An option would be (and that i've done in the past) to cut the existing tag out and screen print a new logo, garment size, and anything else to make your garment unique, on the inside of the polo. Tip: Use a contrasting colour, e.g. Black ink on light colour polo, white ink on dark colour polo.


----------



## Prepresstoolkit (Mar 7, 2012)

Kind of like this


----------



## D.Evo. (Mar 31, 2006)

In addition to screen printing directly on the inside of the polo like Dan suggested, you can also order plastisol transfers and heat press them as required. If you go this route, you may not need to open the seams for tag removal - some tags can be neatly cut off and remaining threads just pulled out.


----------



## billfish (Nov 16, 2011)

Many thanks for all the replies. Heat press/transfer might be the way to go in the future. Can anybody recommend a good quality heat transfer machine? Thanks


----------



## royster13 (Aug 14, 2007)

Pad printers work great for this type of thing.....


----------



## Vastrm (Nov 19, 2011)

We are a bay area company. We have no minimum order on our polo and could make them for you without labels so you could sew your own in. We could offer you wholesale pricing as well. jtang[USER=159909]@Vastrm[/USER].com


----------



## Austin300 (May 24, 2009)

Vastrm said:


> We are a bay area company. We have no minimum order on our polo and could make them for you without labels so you could sew your own in. We could offer you wholesale pricing as well. [email protected]Vastrm.com


 
First of all welcome to the forum.. Vastrm.


Now that is interesting. I'm looking for a quality polo shirt.
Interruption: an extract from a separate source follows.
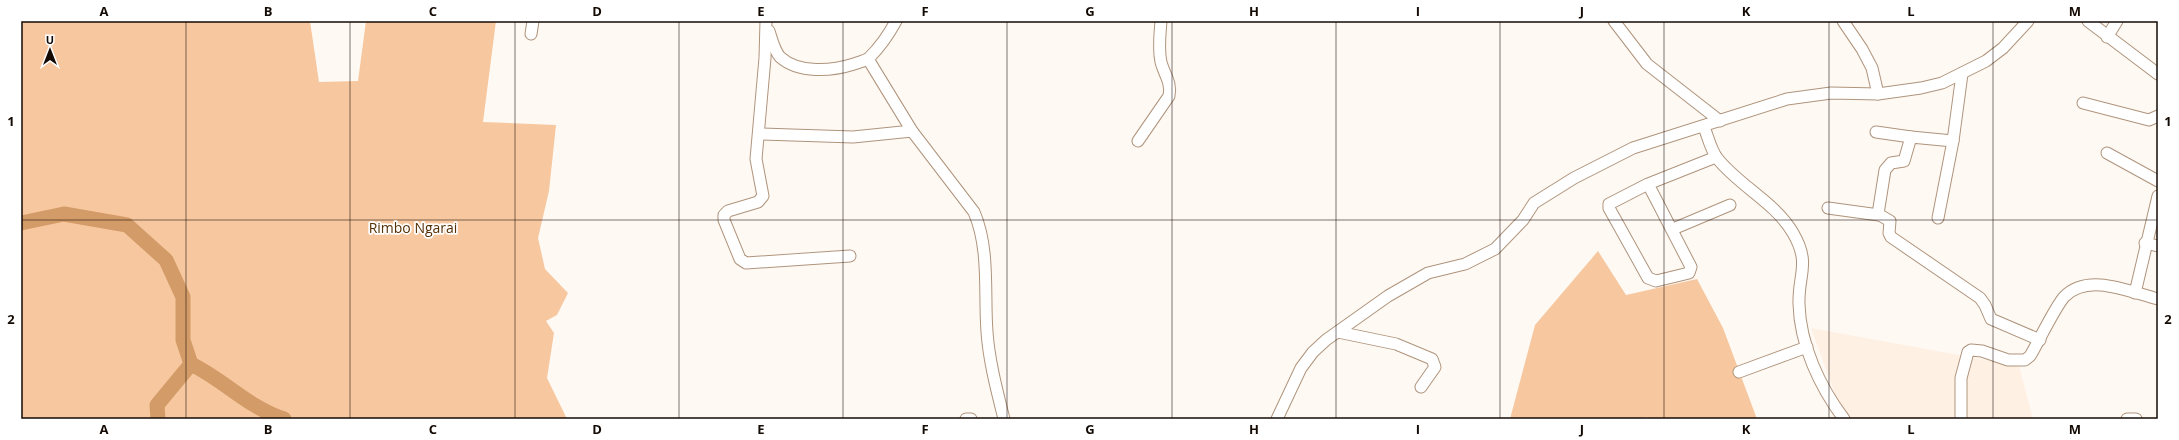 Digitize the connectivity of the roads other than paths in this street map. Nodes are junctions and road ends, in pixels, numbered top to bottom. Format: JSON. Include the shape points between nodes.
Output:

I'll send you an email regarding wholeale pricing.

Just found your website.


----------



## instocklabels (Dec 7, 2010)

You can also use a self adhesive woven label. Check with Lisa at clothinglabels4u.com


----------



## augustoborba04 (May 31, 2011)

if you still in need of a screen printed tag we can do that at very low cost whosale price just email me at [email protected] contact: August


----------



## RabbitHole (Nov 9, 2009)

These are all great ideas. Just be careful having something "heavy" printed directly on the shirt or heat pressed. I experimented with this too and sometimes it bothers the person wearing it. They'll definitely feel it on the back of their neck, especially on those hot, humid days.


----------



## lucubrate (Sep 26, 2011)

I am sending my shirts to Arizona who will remove the label and screen print the tagless label for .75 cents hope they don't steal my shirts just a chance I have to take


----------